(Items from a data source)

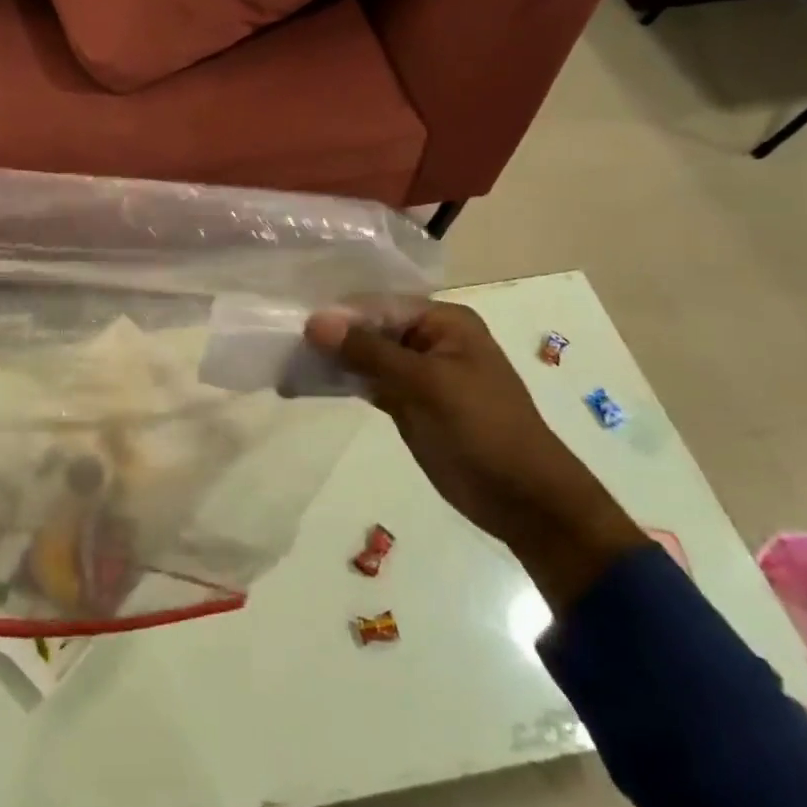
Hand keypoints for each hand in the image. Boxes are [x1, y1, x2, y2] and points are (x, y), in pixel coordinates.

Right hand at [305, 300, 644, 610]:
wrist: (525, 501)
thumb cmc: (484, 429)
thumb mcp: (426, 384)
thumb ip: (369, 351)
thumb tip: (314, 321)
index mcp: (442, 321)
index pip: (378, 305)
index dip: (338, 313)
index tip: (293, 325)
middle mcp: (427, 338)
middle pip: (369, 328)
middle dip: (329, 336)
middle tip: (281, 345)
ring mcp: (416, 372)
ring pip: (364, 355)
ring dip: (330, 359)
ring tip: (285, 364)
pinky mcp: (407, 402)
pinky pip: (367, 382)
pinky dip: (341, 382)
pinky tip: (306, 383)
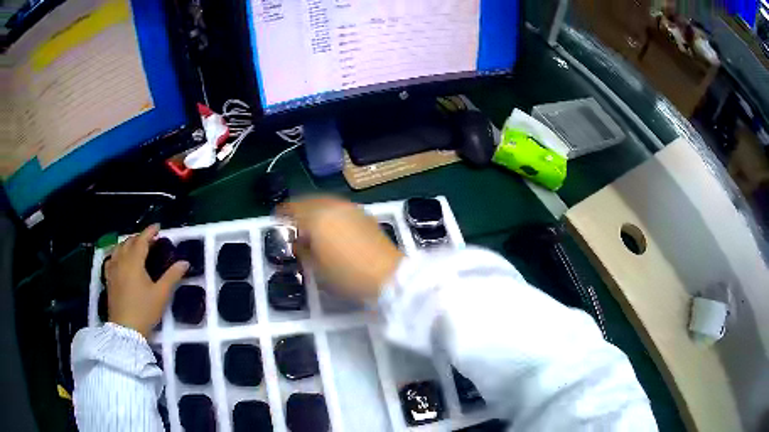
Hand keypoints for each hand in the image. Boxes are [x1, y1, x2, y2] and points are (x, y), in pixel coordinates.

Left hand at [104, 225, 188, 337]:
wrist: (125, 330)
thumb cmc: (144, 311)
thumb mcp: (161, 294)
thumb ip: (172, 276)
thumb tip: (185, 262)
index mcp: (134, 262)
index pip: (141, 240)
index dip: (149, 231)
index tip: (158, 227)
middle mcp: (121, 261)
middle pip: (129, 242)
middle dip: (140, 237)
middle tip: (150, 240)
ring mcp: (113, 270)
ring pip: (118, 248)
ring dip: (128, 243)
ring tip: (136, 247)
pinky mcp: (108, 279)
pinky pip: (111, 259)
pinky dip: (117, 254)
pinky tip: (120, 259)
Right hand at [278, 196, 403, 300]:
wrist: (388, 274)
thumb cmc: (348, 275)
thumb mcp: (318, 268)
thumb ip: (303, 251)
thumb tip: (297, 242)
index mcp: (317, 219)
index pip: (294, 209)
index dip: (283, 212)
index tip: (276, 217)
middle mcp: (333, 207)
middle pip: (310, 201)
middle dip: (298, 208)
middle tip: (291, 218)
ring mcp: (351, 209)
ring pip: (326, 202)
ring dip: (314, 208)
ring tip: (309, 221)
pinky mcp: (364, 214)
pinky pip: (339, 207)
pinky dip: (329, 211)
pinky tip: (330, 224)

---

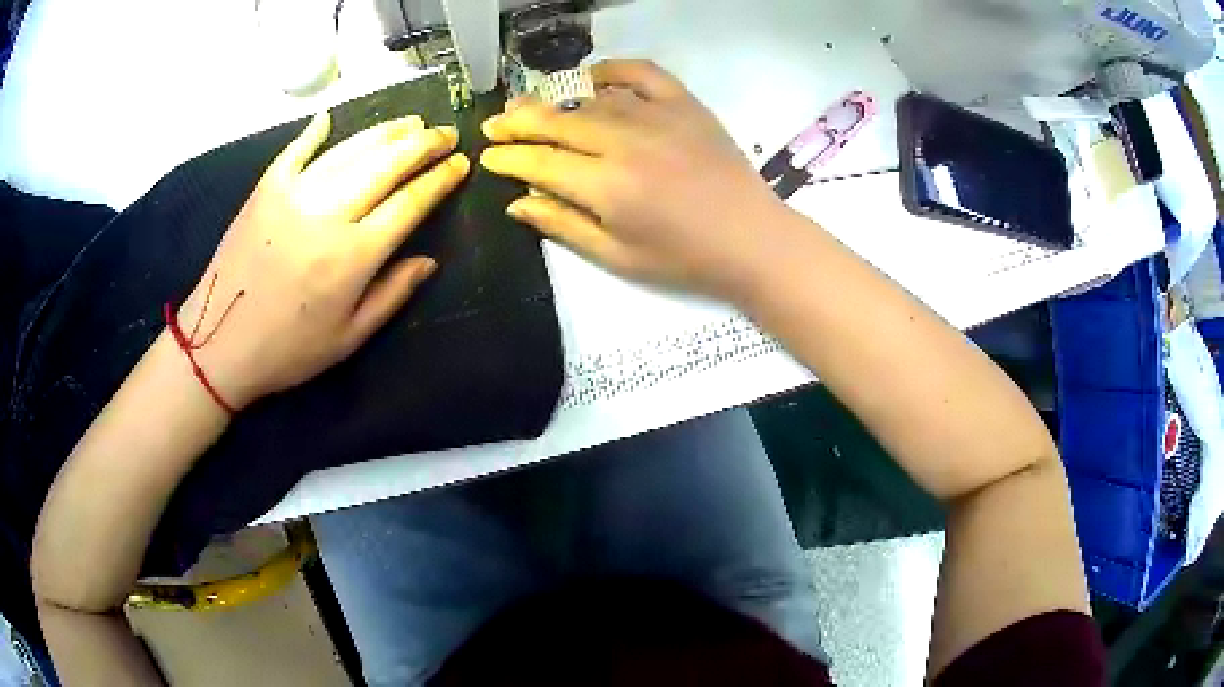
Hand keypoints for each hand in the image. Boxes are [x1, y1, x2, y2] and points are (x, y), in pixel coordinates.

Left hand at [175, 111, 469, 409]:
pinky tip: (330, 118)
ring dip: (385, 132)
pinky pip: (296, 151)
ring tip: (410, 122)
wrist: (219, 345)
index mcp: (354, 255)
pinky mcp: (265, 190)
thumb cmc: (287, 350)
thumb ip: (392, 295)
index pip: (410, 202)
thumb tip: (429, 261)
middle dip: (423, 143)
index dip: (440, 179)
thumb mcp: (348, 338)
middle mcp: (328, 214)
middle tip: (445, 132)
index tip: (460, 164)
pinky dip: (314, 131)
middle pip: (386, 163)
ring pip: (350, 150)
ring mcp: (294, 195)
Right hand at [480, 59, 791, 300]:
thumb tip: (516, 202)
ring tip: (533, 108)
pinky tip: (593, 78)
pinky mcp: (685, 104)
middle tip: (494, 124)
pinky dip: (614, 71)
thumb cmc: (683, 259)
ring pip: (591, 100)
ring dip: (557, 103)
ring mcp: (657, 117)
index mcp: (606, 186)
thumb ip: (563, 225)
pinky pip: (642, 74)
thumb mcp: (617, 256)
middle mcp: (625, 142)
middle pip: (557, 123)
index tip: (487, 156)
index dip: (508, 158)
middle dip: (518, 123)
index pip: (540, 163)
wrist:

## Work order
Only the lines above starting with the one with "ring pip: (118, 248)" and going through the one with "index tip: (276, 217)" are to be copied, word for word and with both ends kept.

## Response area
ring pip: (118, 248)
ring dip: (128, 243)
ring tip: (136, 247)
pinky mcp: (108, 279)
pinky pip: (111, 259)
pinky dip: (117, 254)
pinky tip: (120, 259)
Right hand at [278, 196, 403, 300]:
wrist: (388, 274)
thumb cmc: (348, 275)
thumb mcp: (318, 268)
thumb ip: (303, 251)
thumb tip: (297, 242)
index mcp: (317, 219)
index pip: (294, 209)
index dip: (283, 212)
index tip: (276, 217)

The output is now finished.